A BUSY WEEK ENDS WITH A LOOP

MONTPELIER, VT – “You want to try a loop?” Peter asked from the seat behind me. I glanced quickly at the altimeter on the control panel in front of me. About 4000 feet; light overcast; heading into a southerly wind. All this registered in much less time than it takes to tell it.

“Sure,” I answered, hoping my voice betrayed no hesitation. A second later the horizon in the windscreen became suddenly an unbroken carpet of autumn colors as we dove. “Pickin’ up a little speed,” said Peter.

Then he must have pulled back hard on the stick, because I weighed more than 600 pounds. The carpet of color became a blank screen of gray, and I weighed nothing. Then I was hanging in my harness, and nothing visual made any sense. But my mind was racing: He hasn’t got enough momentum to get up over the top, I fantasized, and we’re going to spin! I think I reached for the buckle of my four-point safety harness, the first step in getting ready to pop the canopy, roll out, pull the rip cord on my parachute, and pray for the best. But in the half-second it took to think all that, the horizon reappeared – upside down! – I was squashed back into my seat, and we were floating softly along again as we had been, with only the sound of the wind around the canopy. My breakfast returned to its proper location.

“How’d you like that?” Peter asked.

“Whoa-ho! That was something!”

“You want to do another one?

“I think that, in deference to my stomach, I’d rather not.” I’ve mildly regretted that response ever since. How often do you get to do a loop in a sailplane over Franconia Notch?
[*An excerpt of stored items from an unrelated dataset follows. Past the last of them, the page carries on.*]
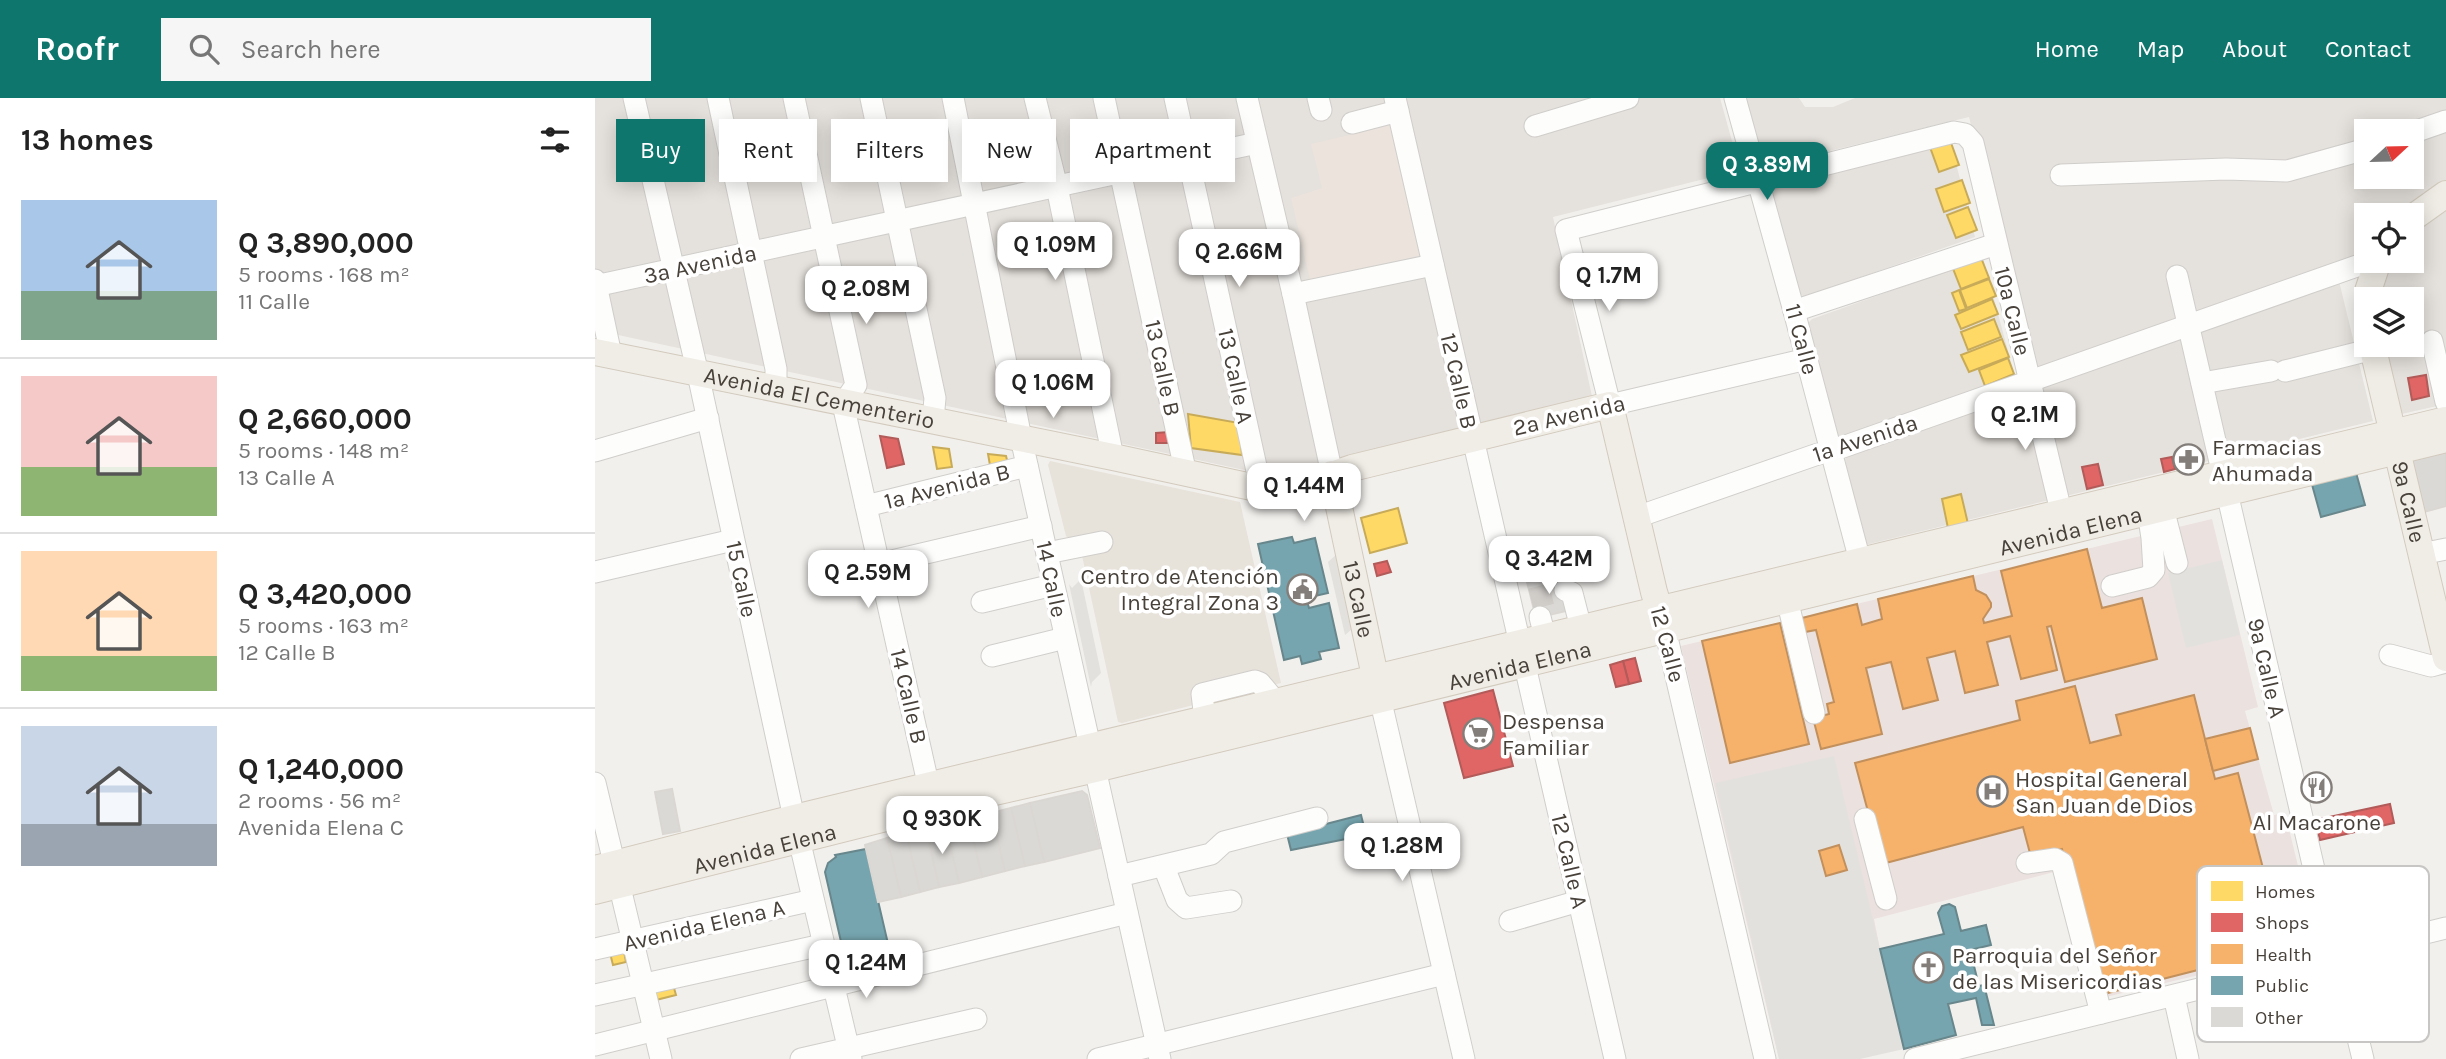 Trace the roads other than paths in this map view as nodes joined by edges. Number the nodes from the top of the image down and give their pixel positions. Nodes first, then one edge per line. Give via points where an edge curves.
1 (634, 98) edge
2 (718, 98) edge
3 (794, 98) edge
4 (871, 98) edge
5 (953, 98) edge
6 (1035, 98) edge
7 (1104, 98) edge
8 (1175, 98) edge
9 (1247, 98) edge
10 (1627, 98) edge
11 (1735, 98) edge
12 (1396, 104) edge
13 (1109, 119) edge
14 (1180, 119) edge
15 (2446, 121) edge
16 (1352, 123) dead end
17 (1535, 126) dead end
18 (2424, 129) edge
19 (1257, 143) junction
20 (1235, 148) edge
21 (2354, 152) edge
22 (2061, 175) dead end
23 (1080, 182) edge
24 (1123, 182) edge
25 (1195, 182) edge
26 (1759, 183) junction
27 (1057, 187) junction
28 (2446, 194) edge
29 (976, 205) junction
30 (2424, 210) edge
31 (898, 221) junction
32 (826, 237) junction
33 (1996, 244) junction
34 (753, 253) junction
35 (1433, 265) junction
36 (2354, 267) edge
37 (674, 270) junction
38 (2177, 276) dead end
39 (595, 284) edge
40 (1293, 294) junction
41 (1794, 311) junction
42 (2188, 325) junction
43 (2433, 341) dead end
44 (2354, 352) edge
45 (603, 354) edge
46 (2375, 357) edge
47 (1807, 359) junction
48 (698, 374) junction
49 (2030, 381) junction
50 (2202, 383) junction
51 (776, 390) junction
52 (2446, 402) edge
53 (843, 404) junction
54 (1610, 405) junction
55 (708, 418) junction
56 (933, 420) junction
57 (2446, 420) edge
58 (1021, 438) junction
59 (1472, 438) junction
60 (2446, 439) edge
61 (2395, 441) junction
62 (1832, 450) junction
63 (595, 451) edge
64 (1113, 457) junction
65 (1027, 466) junction
66 (1186, 474) junction
67 (1332, 474) junction
68 (2223, 484) junction
69 (1272, 490) junction
70 (866, 506) junction
71 (2155, 510) junction
72 (1339, 511) junction
73 (1637, 517) junction
74 (2064, 522) junction
75 (1041, 526) junction
76 (733, 540) junction
77 (1102, 542) dead end
78 (2433, 552) edge
79 (1047, 554) junction
80 (2177, 563) dead end
81 (879, 565) junction
82 (1862, 570) junction
83 (595, 572) edge
84 (1053, 585) junction
85 (2112, 586) dead end
86 (1565, 590) dead end
87 (1787, 599) junction
88 (982, 603) dead end
89 (1662, 619) junction
90 (1529, 627) junction
91 (1581, 628) junction
92 (1065, 638) junction
93 (2390, 655) dead end
94 (992, 656) dead end
95 (2445, 656) edge
96 (1378, 688) junction
97 (1814, 713) dead end
98 (1092, 758) junction
99 (595, 783) edge
100 (931, 796) junction
101 (1317, 818) dead end
102 (1865, 819) dead end
103 (797, 830) junction
104 (2028, 863) dead end
105 (2313, 866) edge
106 (1164, 867) junction
107 (1119, 876) junction
108 (606, 877) edge
109 (1886, 898) dead end
110 (813, 900) junction
111 (1231, 901) dead end
112 (1579, 901) junction
113 (1127, 914) junction
114 (1510, 921) dead end
115 (2446, 928) edge
116 (2429, 932) edge
117 (633, 940) junction
118 (823, 945) junction
119 (595, 949) edge
120 (1444, 974) junction
121 (643, 983) junction
122 (835, 986) junction
123 (2197, 990) edge
124 (595, 995) edge
125 (2174, 996) junction
126 (2101, 1013) junction
127 (977, 1019) dead end
128 (654, 1030) junction
129 (2359, 1042) edge
130 (595, 1045) edge
131 (1159, 1052) edge
132 (1977, 1052) edge
133 (849, 1053) edge
134 (661, 1059) edge
135 (801, 1059) edge
136 (1098, 1059) edge
137 (1464, 1059) edge
138 (1615, 1059) edge
139 (1765, 1059) edge
140 (1915, 1059) edge
141 (2188, 1059) edge
142 (2363, 1059) edge

1 - 37 street, 15 Calle
2 - 34 street
3 - 32 street
4 - 31 street
5 - 29 street, 14 Calle
6 - 27 street
7 - 13 street, 13 Calle B
8 - 14 street, 13 Calle A
9 - 19 street, 13 Calle
10 - 17 street
11 - 26 street, 11 Calle
12 - 16 street
12 - 35 street, 12 Calle B
15 - 18 street
19 - 20 street, 3a Avenida
19 - 40 street, 13 Calle
21 - 22 street via 2287,171
23 - 27 street, 3a Avenida
24 - 66 street, 13 Calle B
25 - 69 street, 13 Calle A
26 - 33 street, 10a Calle via 1954,132 1965,134 1973,143
26 - 41 street, 11 Calle
26 - 54 street, 12 Calle via 1566,230
27 - 29 street, 3a Avenida
27 - 64 street
28 - 30 main road
29 - 31 street, 3a Avenida
29 - 58 street, 14 Calle
31 - 32 street, 3a Avenida
31 - 56 street via 935,398
32 - 34 street, 3a Avenida
32 - 53 street via 856,385
33 - 41 street
33 - 49 street, 10a Calle
34 - 37 street, 3a Avenida
34 - 51 street
35 - 40 street
35 - 59 street, 12 Calle B
36 - 42 street, 1a Avenida
37 - 39 street, 3a Avenida
37 - 48 street, 15 Calle
38 - 42 street, 9a Calle A
39 - 45 street
40 - 67 street, 13 Calle
41 - 47 street, 11 Calle
42 - 49 street, 1a Avenida
42 - 50 street, 9a Calle A
43 - 52 street
44 - 50 street via 2278,371
45 - 48 main road, Avenida El Cementerio
46 - 61 main road, 9a Calle
47 - 54 street, 2a Avenida
47 - 62 street, 11 Calle
48 - 51 main road, Avenida El Cementerio
48 - 55 street, 15 Calle
49 - 62 street, 1a Avenida
49 - 74 street, 10a Calle
50 - 68 street, 9a Calle A
51 - 53 main road, Avenida El Cementerio
53 - 56 main road, Avenida El Cementerio
53 - 70 street, 14 Calle B
54 - 59 main road, 2a Avenida
54 - 73 main road, 12 Calle
55 - 63 street
55 - 76 street, 15 Calle
56 - 58 main road, Avenida El Cementerio
57 - 61 main road, Avenida Elena
58 - 64 main road, Avenida El Cementerio
58 - 65 street, 14 Calle
59 - 67 main road, 2a Avenida
59 - 90 street, 12 Calle B
60 - 61 main road, Avenida Elena
61 - 68 main road, Avenida Elena
61 - 78 main road, 9a Calle
62 - 73 street, 1a Avenida
62 - 82 street, 11 Calle
64 - 66 main road, Avenida El Cementerio
65 - 70 street, 1a Avenida B
65 - 75 street, 14 Calle
66 - 69 main road, Avenida El Cementerio
67 - 69 main road
67 - 72 main road, 13 Calle
68 - 71 main road, Avenida Elena
68 - 74 main road, Avenida Elena
68 - 105 street, 9a Calle A
69 - 72 main road, Avenida El Cementerio
70 - 81 street, 14 Calle B
71 - 74 main road, Avenida Elena
71 - 80 street
71 - 85 street via 2154,570 2148,577
72 - 96 main road, 13 Calle
73 - 89 main road, 12 Calle
74 - 82 main road, Avenida Elena
75 - 79 street, 14 Calle
75 - 81 street
76 - 83 street
76 - 103 street, 15 Calle
77 - 79 street
78 - 95 main road, 9a Calle
79 - 84 street, 14 Calle
81 - 100 street, 14 Calle B
82 - 87 main road, Avenida Elena
82 - 89 main road, Avenida Elena
84 - 88 street
84 - 92 street, 14 Calle
86 - 91 street via 1572,593
87 - 89 main road, Avenida Elena
87 - 97 street
89 - 90 main road, Avenida Elena
89 - 91 main road, Avenida Elena
89 - 139 street, 12 Calle
90 - 91 main road, Avenida Elena
90 - 96 main road, Avenida Elena
90 - 112 street, 12 Calle A
92 - 94 street
92 - 98 street, 14 Calle
93 - 95 street via 2414,660
96 - 98 main road, Avenida Elena
96 - 98 main road, Avenida Elena via 1276,702 1205,719
96 - 120 street, 13 Calle
98 - 100 main road, Avenida Elena
98 - 107 street, 14 Calle
99 - 108 street
100 - 103 main road, Avenida Elena
101 - 106 street via 1224,842 1211,854
102 - 109 street
103 - 108 main road, Avenida Elena
103 - 110 street, 15 Calle
104 - 126 street via 2055,859 2063,863
106 - 107 street
106 - 111 street via 1185,908
107 - 113 street, 14 Calle
108 - 117 street
110 - 117 street, Avenida Elena A
110 - 118 street, 15 Calle
112 - 114 street
112 - 138 street, 12 Calle A
113 - 122 street
113 - 131 street, 14 Calle
115 - 116 street
117 - 119 street, Avenida Elena A
117 - 121 street
118 - 121 street
118 - 122 street, 15 Calle
120 - 131 street
120 - 137 street, 13 Calle
121 - 124 street
121 - 128 street
122 - 128 street
122 - 133 street, 15 Calle
123 - 125 street
125 - 126 street
125 - 141 street
126 - 132 street
127 - 133 street
128 - 130 street
128 - 134 street
129 - 142 street, 9a Calle A
131 - 136 street
132 - 140 street
133 - 135 street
This Public Television outdoor show we’re filming madly as the shooting season draws to a close has made it much easier for me to fulfill my commitment to do something new each week. Some weeks I pile up enough new things to last me the following month.

This one began in a Holiday Inn in Concord, New Hampshire. Not very outdoorsy, I know; but Mother and I were there for the premiere of New Hampshire Public Television’s latest special – “Bird Tales” – about migratory songbirds that travel from North America to the Caribbean and beyond. There were questions from the audience afterward (always interesting), supper with the crew, and finally off to our room. Next morning at breakfast, the Chinese couple at the next table asked if we knew where they’d find the leaves were at their peak of color. In the old days, I’d have pretended I knew and sagely guided them up into Franconia Notch or onto the Kancamagus Highway. Mother, however, suggested Google. I added, “Foliage New Hampshire.” A minute later they looked up from their iPod, nodded effusively and said, “Yes, yes, thank you! Got it!”

After a rest day, I took off the following morning to do something that, far from new, could easily get old: the seven-hour drive from Montpelier to Bar Harbor, cutting across the geographic grain of New England and in traffic almost the whole way. But it was worth it. We poked around Mount Desert with Michael Good, the proprietor of Down East Nature and Birding Tours, with whom we’re hoping to travel to Cuba this winter.

Birding with Michael was definitely – embarrassingly – new. Woods that I would have passed without a second glance were, to him, alive with tiny songbirds: a large flock of yellow-rumped warblers on their way south, chickadees, nuthatches; on the beach: eiders, scoters, sandpipers, yellowlegs, loons, a great blue heron, cormorants, and bald eagles – many of them within a few hundred feet of busy traffic. Not only could he spot and identify birds I wouldn’t have known were even there, but he could hear ‘em, too. He must have parabolic eardrums.

All too soon we had to tear ourselves away for a five-hour drive to Franconia. The westering sun made every spot of dirt on my windshield an opaque smear. Stopping for gas, I squeegeed the inside of it, which made life a lot easier – not to mention less deadly. The crew were long behind me. I had a burger at the local restaurant, checked into Franconia Lodge, and slept like the dead.

Morning, the day of our sailplane flight, broke with a thin layer of frost on the truck and a thick layer of fog everywhere. But by 8:30 the ground crew at the Franconia Soaring airport was warming up the towplane, a 1956 Cessna reconnaissance craft whose camouflage paint barely covered its French Air Force markings. FAA regulations require that if a loop in a glider is contemplated, all aboard must wear a parachute. I got my instructions and climbed stiffly into the narrow seat up front. The film crew fastened little video cameras here and there on the glider, the towplane hooked its line to our nose, and we were off, jouncing down the grass runway, a legacy of the Second World War. The jouncing stopped, and we were up, climbing toward Mount Lafayette.

We dropped the line somewhere above 5000 feet, and were on our own. Low clouds streamed over Cannon Mountain and ran down its sides. With a glide ratio of 38 to 1, the sailplane felt (to me, at least) just like a regular light plane, but a lot quieter – nothing but wind noise past the canopy. Then Peter popped the question I’d been half-dreading. And that’s where we came in.